2005年の1月に封切られた井筒和幸監督の映画「パッチギ」は当年の映画賞を総なめしたが、わたしはこの映画を去年まで知らなかった。ちょうどそのころ病気の発症などであたふたしていたころだった。ヤフーで無料配信されているものを見て、見事にはまった。井筒監督の狙い通り、公介の歌うイムジン河に乱闘・桃子の出産、キョンジャの行動が交錯するシーンで、なんど見ても泣いてしまう。監督の術策にはまるようで悔しいが涙がでる。
従来井筒監督の映画はそれほど好きではなかったが。この映画はよく出来ている。もっとも優れたところは、エンターテイメントとしても、メッセージとしても成立しているところだ。とりわけどちらが難しいかといわれれば実はエンターテイメントの方が難しいのだろうが。
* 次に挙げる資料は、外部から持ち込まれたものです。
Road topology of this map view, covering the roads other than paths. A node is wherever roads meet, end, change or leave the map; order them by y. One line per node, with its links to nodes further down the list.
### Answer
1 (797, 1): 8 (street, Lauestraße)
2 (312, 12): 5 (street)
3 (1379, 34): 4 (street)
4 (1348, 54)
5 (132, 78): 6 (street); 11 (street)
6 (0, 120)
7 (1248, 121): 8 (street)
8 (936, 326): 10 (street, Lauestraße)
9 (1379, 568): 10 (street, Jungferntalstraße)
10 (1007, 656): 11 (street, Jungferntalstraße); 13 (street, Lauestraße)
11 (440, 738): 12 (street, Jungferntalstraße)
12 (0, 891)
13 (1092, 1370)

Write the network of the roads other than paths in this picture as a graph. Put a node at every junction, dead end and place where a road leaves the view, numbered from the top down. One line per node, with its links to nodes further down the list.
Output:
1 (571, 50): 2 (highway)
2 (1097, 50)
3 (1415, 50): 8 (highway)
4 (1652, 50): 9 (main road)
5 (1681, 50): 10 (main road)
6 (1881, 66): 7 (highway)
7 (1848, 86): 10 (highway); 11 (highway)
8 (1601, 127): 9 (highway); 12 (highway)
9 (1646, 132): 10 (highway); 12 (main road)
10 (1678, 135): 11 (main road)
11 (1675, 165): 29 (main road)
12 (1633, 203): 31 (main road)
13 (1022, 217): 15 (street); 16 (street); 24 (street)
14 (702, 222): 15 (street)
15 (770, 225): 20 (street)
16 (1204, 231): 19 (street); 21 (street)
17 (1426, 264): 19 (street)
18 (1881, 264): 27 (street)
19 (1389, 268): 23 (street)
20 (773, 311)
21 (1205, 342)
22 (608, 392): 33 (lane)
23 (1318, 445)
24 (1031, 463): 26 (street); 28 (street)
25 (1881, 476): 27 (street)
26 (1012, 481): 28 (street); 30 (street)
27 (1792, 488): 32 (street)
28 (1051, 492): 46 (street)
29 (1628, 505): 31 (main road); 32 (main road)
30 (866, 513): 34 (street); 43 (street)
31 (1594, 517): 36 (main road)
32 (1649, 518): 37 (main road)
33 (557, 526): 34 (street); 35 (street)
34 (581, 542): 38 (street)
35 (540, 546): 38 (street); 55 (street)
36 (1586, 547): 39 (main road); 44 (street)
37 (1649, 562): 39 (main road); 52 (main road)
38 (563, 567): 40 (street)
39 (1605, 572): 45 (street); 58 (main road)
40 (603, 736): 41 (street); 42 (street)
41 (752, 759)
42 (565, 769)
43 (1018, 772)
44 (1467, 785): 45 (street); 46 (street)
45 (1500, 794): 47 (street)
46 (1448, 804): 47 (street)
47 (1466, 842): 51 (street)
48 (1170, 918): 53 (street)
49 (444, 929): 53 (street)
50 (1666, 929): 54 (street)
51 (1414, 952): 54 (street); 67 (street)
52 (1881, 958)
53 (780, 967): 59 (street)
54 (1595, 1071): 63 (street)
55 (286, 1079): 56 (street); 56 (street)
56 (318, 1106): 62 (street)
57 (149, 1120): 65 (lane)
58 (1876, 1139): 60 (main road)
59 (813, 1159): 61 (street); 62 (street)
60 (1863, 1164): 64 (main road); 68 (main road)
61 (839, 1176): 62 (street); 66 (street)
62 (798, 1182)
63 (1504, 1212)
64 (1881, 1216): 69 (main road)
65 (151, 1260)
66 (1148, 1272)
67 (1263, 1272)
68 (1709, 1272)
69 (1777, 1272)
小説と違う映画の楽しみの一つに、日常で見られない場面を見られることがある。ハリウッドではそのために莫大な費用を使うが、人の手でバスをひっくり返す、チマチョゴリのスケ番、白衣の看護師のとび蹴り、見事に頭にヒットするとび蹴り、これでいいのだ。OXの失神シーンで幕をあけ、そして1968年代を見事に再現している衣装。実は時代劇より収集は困難だったのではなかろうか。あああの時代はこんなものを着ていたと思いだす。音楽を任された加藤和彦も力が入っている。チェドキの葬式で流れる朝鮮民謡のように編曲された「イムジン河」、出産のシーンの際の挿入曲も美しい。加藤はキャバレーのシーンで流れるバックミュージックまで書き下ろした。「パッチギマンボ」という曲らしい。そして若い俳優さんたちもいい。普通こうした青春映画では脇のベテランが画面を締めるのだが、その必要がないほど好演している。この映画はこうしたエンターテイメントとしての部分とメッセージの二重構造になっている。ちょうど「パッチギ」が「頭突き」と「乗り越える」という多義であるように。イゴ パッチギヤ。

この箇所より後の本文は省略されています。